WORK TASK: Please copy out each line of the listing that contains the word "lane".

====== DATA ======

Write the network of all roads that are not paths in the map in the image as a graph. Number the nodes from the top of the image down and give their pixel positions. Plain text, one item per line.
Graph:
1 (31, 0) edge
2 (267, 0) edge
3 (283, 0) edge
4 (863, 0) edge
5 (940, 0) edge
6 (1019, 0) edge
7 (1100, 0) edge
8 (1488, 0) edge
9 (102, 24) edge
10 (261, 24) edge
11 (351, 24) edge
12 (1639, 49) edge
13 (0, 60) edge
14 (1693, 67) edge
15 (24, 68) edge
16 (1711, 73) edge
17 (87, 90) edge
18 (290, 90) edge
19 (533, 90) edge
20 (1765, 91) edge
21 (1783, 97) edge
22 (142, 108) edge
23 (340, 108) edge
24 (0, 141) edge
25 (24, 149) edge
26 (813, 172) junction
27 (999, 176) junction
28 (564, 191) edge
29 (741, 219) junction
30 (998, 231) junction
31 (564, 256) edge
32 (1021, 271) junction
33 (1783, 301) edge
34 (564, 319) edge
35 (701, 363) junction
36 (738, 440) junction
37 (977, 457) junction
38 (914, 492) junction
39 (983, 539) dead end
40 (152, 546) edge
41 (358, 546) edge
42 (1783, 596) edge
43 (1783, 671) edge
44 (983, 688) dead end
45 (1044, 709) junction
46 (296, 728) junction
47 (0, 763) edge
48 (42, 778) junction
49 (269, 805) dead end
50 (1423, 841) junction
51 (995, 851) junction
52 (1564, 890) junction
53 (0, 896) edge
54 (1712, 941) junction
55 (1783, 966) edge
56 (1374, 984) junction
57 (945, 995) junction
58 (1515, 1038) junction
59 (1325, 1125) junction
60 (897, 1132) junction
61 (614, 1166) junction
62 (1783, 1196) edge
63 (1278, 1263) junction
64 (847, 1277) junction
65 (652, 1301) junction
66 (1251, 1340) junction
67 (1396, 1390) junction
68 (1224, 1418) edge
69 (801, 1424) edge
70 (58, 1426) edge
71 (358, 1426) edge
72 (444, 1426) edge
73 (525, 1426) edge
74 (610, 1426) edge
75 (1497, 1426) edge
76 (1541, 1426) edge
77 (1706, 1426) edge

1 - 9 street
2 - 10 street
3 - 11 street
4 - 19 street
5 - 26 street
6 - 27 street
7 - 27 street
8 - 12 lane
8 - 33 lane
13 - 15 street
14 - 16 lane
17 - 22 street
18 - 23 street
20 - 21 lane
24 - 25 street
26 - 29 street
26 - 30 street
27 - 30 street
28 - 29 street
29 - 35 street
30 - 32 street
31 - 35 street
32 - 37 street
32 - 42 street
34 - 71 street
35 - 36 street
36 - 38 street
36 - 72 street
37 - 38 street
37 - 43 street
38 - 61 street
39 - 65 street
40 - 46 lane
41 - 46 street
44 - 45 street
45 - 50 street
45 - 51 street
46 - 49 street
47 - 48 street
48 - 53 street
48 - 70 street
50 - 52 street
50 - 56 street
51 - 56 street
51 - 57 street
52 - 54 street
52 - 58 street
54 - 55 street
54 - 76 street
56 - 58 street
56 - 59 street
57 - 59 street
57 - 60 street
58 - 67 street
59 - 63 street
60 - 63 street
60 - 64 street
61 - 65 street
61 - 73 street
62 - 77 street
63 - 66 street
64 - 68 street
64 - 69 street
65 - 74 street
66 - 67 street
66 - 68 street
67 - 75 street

======

TASK RESULT:
8 - 12 lane
8 - 33 lane
14 - 16 lane
20 - 21 lane
40 - 46 lane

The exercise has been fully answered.